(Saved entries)

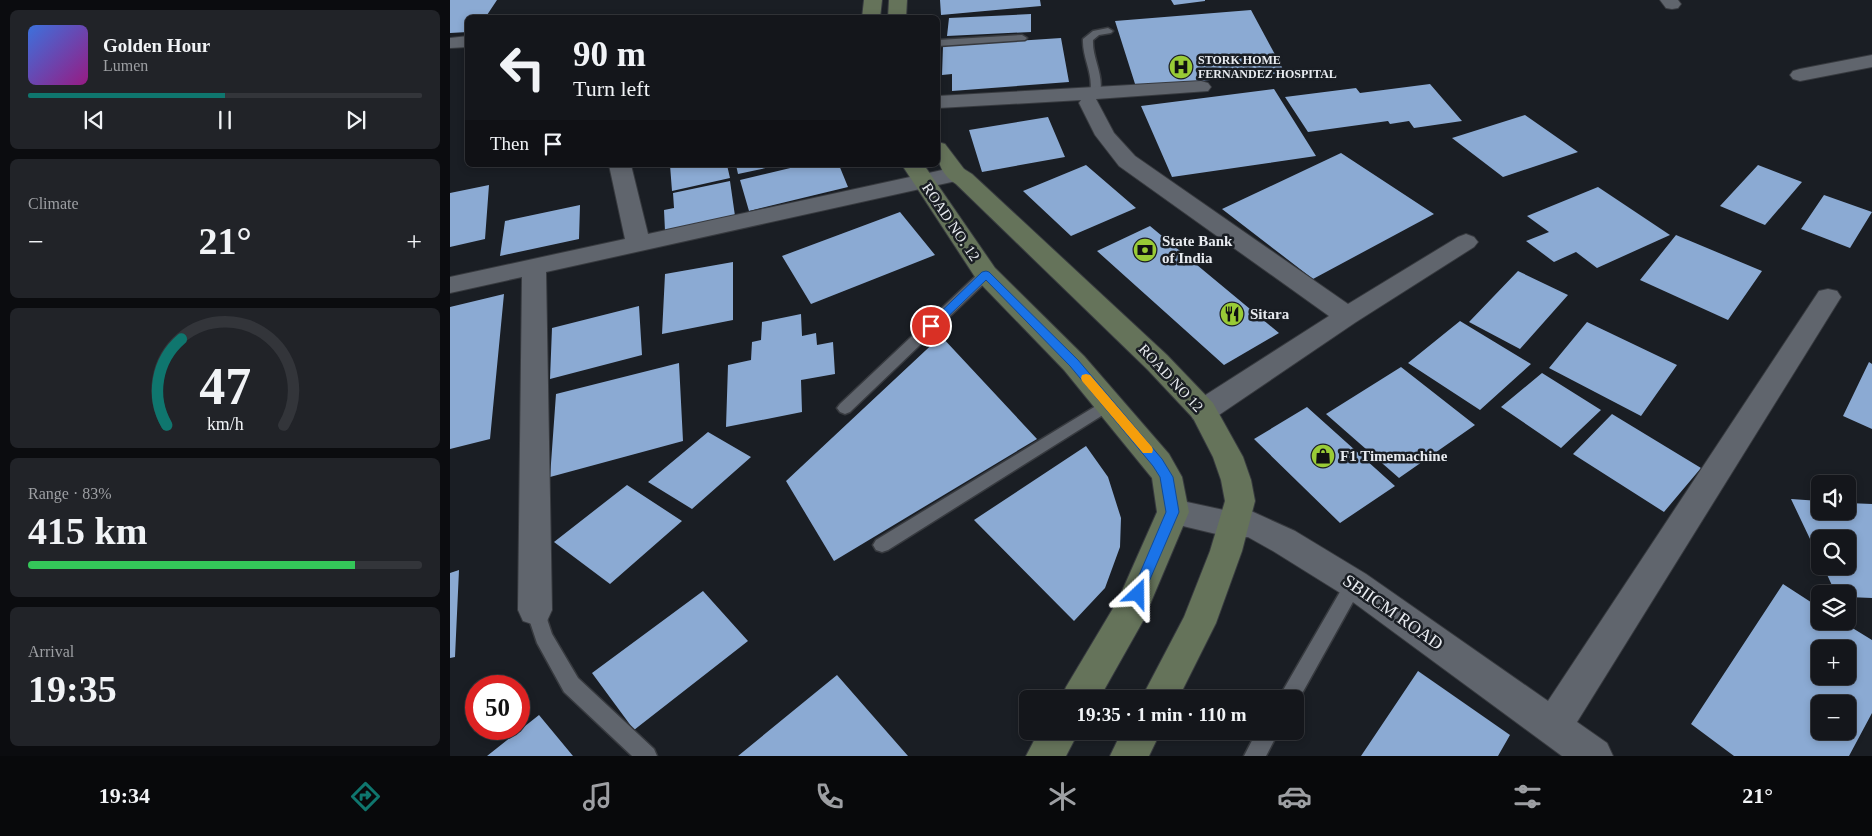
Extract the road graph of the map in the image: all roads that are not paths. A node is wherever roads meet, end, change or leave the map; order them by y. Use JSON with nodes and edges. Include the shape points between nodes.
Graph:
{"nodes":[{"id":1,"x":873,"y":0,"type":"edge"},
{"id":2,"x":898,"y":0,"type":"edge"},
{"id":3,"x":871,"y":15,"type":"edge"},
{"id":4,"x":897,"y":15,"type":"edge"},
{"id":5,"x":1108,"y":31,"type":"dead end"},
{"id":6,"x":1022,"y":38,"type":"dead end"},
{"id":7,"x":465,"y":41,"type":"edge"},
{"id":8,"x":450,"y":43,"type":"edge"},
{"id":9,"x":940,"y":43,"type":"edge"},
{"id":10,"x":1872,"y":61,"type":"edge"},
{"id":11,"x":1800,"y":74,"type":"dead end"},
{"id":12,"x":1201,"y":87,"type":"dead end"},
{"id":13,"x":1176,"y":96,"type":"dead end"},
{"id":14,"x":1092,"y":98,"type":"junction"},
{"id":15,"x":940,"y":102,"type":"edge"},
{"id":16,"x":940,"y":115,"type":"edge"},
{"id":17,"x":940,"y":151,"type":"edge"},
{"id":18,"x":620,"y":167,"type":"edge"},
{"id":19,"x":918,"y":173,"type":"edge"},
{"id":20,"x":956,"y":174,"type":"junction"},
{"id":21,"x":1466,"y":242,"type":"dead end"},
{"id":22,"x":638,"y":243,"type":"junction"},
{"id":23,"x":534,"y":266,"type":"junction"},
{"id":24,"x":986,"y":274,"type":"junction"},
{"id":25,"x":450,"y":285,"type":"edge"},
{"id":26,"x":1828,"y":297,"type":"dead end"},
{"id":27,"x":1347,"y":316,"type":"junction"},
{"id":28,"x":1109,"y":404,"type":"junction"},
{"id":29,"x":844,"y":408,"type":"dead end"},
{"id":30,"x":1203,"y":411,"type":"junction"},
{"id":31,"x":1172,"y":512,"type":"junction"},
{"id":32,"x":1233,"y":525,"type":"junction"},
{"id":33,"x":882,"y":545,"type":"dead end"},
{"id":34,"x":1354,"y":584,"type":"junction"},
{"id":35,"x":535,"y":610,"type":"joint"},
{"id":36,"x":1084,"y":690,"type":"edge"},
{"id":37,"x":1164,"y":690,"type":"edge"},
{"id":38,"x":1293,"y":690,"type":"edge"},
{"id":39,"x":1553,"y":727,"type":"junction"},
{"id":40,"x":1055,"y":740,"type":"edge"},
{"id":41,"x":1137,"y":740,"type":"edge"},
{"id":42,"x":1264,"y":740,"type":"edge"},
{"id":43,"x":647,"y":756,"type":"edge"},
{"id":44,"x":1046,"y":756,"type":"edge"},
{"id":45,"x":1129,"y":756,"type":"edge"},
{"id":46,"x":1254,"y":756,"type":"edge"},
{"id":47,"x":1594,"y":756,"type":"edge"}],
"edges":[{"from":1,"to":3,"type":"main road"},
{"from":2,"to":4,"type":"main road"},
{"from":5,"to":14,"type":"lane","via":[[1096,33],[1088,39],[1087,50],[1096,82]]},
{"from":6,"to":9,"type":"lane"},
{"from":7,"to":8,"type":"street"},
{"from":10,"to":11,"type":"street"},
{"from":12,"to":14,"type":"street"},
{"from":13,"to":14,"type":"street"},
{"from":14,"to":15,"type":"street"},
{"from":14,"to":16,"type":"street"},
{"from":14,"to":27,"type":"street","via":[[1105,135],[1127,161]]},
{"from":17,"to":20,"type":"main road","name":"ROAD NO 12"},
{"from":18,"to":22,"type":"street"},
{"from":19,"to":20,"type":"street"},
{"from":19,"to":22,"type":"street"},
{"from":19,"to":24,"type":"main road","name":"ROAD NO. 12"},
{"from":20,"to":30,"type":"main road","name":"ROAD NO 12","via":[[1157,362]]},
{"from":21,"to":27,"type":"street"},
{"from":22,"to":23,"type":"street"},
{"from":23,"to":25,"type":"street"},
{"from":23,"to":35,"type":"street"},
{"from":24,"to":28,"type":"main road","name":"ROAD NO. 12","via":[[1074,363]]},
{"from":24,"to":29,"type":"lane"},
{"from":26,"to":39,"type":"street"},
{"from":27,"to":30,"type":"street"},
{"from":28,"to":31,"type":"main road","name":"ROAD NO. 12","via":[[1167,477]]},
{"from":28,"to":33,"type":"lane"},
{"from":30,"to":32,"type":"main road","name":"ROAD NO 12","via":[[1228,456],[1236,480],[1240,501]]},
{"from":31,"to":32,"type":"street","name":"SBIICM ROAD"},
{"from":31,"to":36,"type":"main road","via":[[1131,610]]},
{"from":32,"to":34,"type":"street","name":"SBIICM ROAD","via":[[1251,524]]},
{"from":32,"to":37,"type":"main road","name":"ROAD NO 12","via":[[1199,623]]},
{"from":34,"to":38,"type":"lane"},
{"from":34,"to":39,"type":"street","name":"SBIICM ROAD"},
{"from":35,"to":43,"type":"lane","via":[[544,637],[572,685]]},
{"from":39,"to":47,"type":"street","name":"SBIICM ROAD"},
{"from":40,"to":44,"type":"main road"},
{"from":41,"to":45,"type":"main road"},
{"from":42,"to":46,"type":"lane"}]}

* * *

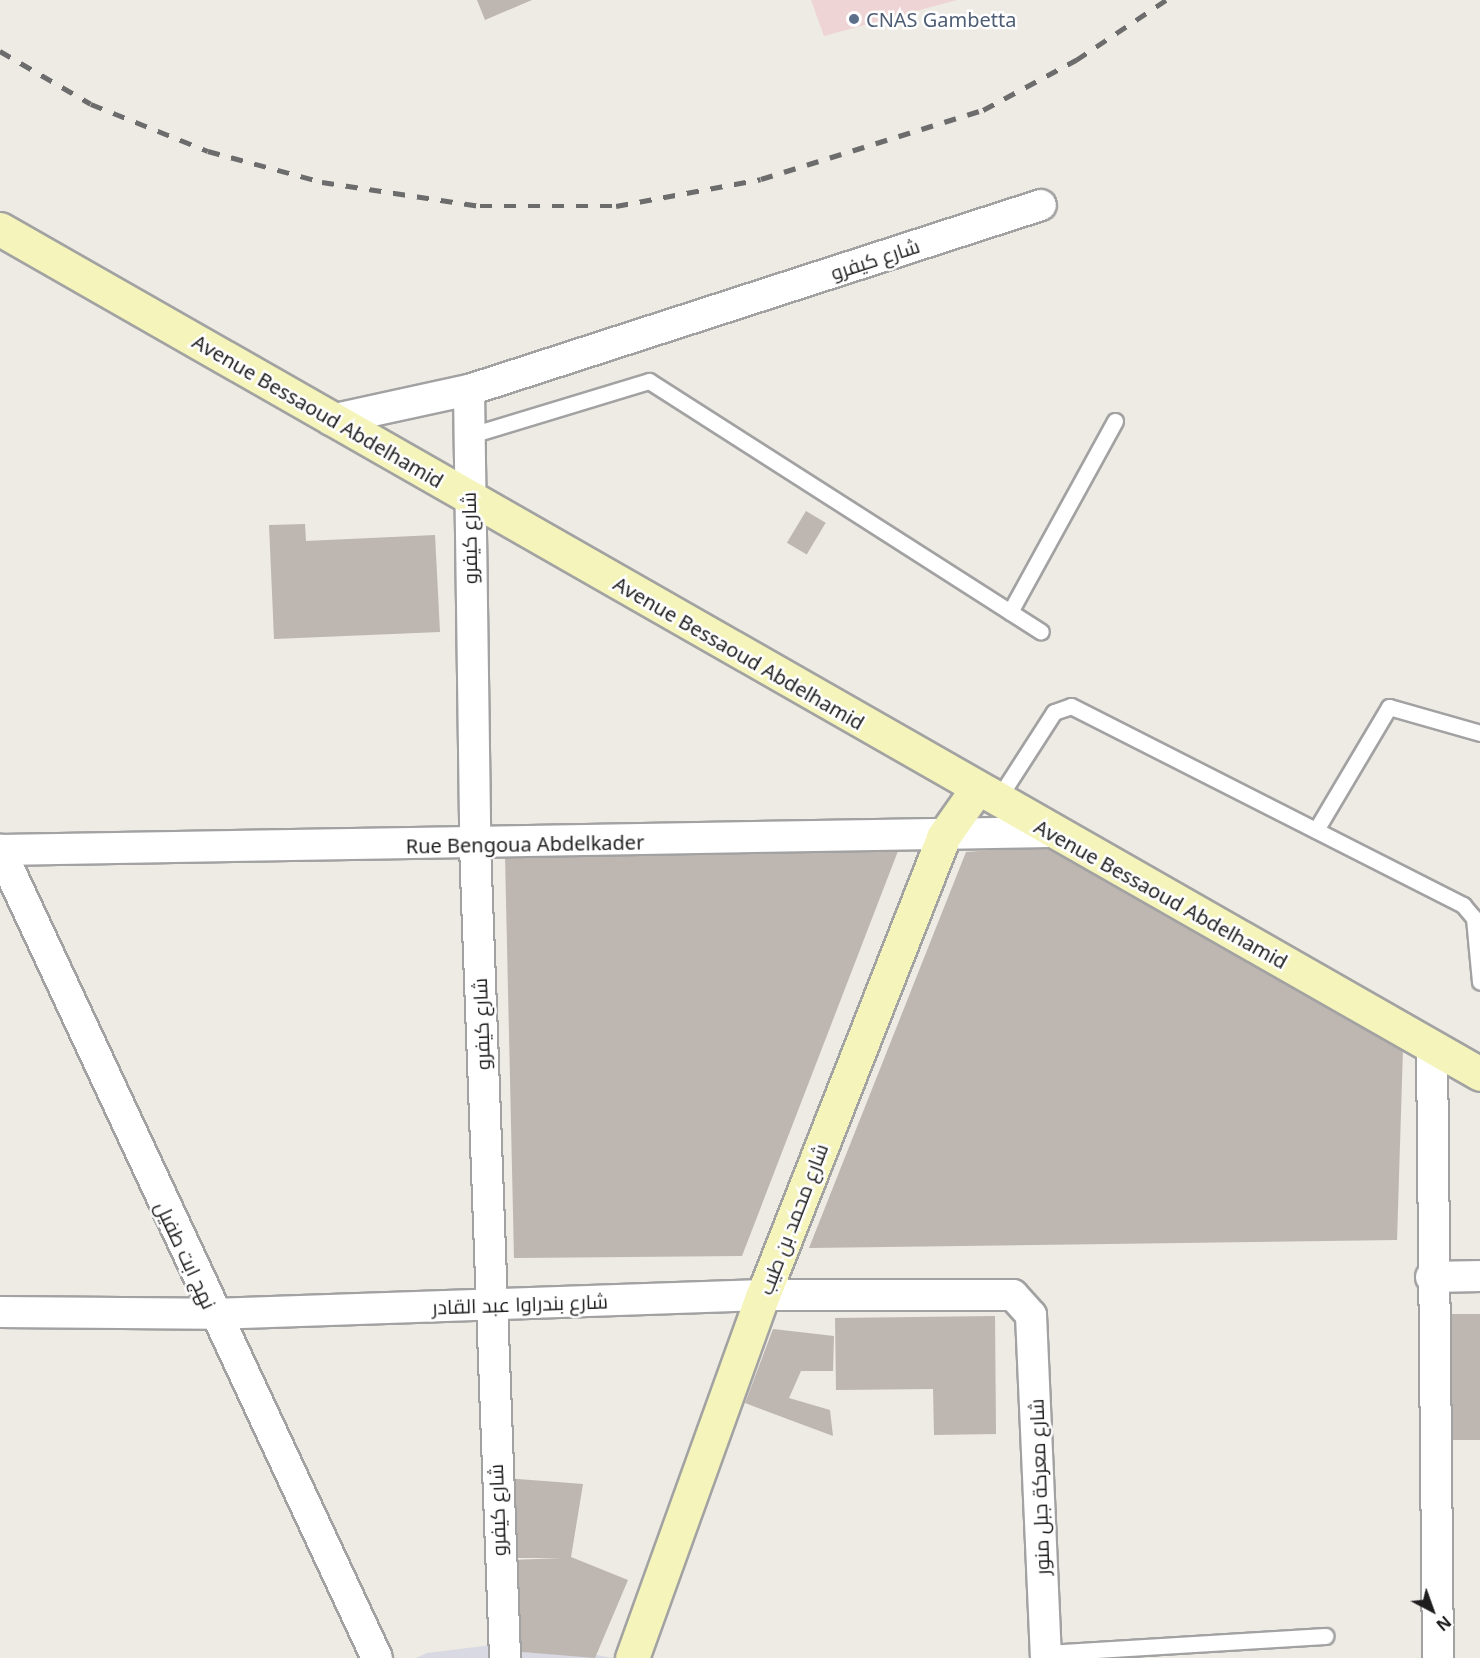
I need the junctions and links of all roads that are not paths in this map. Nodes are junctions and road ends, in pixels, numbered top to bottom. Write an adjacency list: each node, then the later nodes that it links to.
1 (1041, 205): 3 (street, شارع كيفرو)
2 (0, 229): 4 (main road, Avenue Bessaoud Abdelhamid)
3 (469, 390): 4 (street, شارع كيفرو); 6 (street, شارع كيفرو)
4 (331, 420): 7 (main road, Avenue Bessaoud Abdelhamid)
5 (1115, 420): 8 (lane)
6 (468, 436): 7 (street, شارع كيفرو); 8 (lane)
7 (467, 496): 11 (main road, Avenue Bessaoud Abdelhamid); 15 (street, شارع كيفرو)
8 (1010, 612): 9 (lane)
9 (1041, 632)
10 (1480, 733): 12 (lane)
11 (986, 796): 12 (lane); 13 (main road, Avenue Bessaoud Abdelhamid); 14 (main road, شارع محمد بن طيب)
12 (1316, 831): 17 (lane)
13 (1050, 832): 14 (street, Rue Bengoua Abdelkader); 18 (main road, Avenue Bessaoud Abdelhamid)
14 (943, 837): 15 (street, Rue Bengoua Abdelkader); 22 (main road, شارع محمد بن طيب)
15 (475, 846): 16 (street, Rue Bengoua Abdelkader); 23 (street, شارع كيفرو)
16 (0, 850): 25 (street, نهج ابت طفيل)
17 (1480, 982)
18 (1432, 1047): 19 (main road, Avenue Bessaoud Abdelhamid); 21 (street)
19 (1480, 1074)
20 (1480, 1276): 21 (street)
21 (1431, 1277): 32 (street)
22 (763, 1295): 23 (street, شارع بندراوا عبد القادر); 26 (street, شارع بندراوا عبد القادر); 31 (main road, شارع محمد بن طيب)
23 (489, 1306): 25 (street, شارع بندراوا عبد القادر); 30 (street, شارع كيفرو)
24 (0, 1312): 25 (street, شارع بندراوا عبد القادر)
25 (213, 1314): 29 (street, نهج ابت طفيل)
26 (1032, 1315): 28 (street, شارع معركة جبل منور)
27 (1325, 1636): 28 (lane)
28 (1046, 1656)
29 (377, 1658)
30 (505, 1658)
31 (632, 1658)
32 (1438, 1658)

---

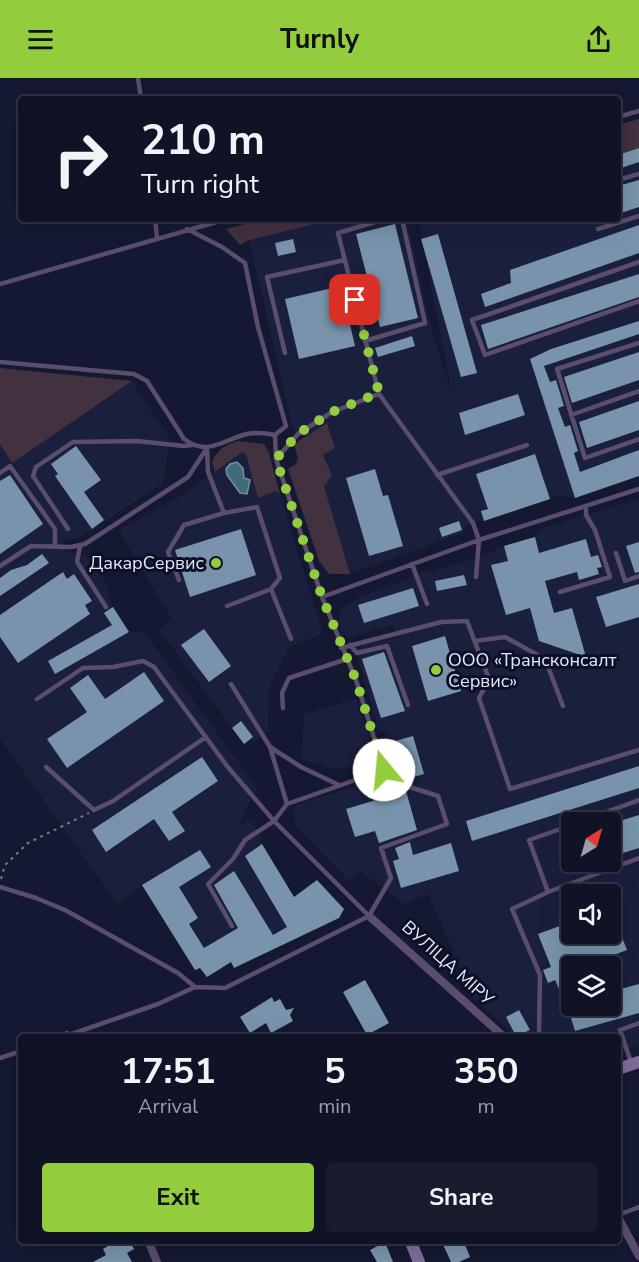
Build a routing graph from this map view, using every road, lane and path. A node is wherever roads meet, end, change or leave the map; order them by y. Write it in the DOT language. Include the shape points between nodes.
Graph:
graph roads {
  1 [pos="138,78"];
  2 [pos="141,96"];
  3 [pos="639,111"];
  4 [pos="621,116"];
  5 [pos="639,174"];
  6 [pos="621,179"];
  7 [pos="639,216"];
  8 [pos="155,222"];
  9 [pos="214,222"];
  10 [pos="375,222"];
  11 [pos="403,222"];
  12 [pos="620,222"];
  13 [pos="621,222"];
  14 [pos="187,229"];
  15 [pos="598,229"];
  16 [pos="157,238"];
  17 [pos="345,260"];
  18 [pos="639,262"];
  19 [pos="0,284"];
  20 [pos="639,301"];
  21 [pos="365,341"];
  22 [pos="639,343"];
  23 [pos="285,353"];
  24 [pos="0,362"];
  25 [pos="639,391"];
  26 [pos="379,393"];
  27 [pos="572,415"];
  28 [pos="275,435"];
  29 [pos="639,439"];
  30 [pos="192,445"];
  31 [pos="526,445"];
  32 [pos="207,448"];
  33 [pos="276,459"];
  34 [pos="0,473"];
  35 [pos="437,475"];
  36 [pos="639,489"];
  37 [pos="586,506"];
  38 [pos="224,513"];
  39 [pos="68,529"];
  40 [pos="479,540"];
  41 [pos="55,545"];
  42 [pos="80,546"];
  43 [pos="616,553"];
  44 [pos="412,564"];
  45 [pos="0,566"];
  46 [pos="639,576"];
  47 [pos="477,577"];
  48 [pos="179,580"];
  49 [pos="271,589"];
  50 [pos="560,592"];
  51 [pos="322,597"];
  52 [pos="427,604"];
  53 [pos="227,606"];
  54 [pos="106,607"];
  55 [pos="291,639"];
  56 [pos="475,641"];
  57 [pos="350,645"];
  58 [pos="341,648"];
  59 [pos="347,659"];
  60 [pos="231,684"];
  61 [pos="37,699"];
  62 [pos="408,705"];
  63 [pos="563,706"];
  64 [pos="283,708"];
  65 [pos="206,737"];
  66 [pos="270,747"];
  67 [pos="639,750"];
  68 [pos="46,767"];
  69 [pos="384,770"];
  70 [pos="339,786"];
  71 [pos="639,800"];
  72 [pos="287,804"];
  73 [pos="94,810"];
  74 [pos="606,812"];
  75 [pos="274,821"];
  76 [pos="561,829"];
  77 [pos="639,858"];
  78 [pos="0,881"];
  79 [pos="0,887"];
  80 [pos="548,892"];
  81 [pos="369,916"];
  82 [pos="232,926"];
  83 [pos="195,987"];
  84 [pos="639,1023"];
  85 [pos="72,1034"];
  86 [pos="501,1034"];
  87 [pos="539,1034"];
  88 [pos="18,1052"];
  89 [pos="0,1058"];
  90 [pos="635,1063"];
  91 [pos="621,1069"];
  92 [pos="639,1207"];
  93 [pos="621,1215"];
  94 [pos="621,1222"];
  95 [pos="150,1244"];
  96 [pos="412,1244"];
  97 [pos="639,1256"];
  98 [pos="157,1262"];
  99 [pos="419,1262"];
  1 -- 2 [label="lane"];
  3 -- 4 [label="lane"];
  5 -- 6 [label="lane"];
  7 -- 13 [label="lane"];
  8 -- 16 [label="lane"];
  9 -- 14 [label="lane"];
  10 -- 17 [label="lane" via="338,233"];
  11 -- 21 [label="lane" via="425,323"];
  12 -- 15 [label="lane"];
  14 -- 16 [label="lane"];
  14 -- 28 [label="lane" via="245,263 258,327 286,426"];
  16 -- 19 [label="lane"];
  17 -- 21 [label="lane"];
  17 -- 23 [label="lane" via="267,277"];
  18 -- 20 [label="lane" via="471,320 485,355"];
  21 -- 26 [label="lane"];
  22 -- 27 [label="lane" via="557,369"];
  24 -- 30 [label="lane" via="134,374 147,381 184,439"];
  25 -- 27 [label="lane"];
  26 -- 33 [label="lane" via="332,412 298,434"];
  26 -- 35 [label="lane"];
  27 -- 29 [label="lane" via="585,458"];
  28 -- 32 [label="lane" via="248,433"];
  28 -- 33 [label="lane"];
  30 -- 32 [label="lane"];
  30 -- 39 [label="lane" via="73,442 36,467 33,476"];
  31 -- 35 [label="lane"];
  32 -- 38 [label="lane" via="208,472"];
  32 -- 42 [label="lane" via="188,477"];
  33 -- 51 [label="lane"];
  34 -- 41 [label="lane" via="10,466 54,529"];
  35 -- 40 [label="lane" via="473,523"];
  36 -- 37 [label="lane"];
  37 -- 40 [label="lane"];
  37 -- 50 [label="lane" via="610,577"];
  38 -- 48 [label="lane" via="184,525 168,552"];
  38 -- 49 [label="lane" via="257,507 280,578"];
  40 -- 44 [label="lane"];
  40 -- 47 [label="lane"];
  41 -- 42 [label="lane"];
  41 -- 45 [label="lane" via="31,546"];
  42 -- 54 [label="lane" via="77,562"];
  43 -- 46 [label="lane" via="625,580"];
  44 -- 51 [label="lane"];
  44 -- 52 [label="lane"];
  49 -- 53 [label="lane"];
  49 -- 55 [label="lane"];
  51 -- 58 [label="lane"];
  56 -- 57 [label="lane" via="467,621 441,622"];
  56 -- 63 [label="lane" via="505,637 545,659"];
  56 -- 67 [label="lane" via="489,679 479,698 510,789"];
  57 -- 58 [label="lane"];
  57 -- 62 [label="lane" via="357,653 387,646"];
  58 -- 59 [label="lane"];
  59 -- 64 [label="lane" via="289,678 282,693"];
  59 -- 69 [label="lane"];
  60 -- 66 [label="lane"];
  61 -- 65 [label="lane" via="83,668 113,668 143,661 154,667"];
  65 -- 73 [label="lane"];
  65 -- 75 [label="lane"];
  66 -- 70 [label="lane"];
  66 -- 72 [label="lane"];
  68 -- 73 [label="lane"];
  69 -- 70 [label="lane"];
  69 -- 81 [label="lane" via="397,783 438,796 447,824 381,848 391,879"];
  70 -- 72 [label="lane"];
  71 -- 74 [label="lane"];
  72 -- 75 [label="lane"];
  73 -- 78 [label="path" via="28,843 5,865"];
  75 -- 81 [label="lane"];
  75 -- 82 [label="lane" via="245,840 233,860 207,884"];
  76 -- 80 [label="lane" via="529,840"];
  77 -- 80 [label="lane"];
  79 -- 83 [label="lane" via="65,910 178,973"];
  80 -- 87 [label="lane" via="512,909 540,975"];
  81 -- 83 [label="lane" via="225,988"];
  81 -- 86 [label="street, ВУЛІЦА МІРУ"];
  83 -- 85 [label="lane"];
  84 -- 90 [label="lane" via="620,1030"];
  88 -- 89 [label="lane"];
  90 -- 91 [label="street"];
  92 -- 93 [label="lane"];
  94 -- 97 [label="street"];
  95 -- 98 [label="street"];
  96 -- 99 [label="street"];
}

# WHAT YOU ARE ASKED TO DO
Could you work out how many lines above contain the string "nodes"? Only the number should be given.

# SOLUTION FOR THIS TASK
4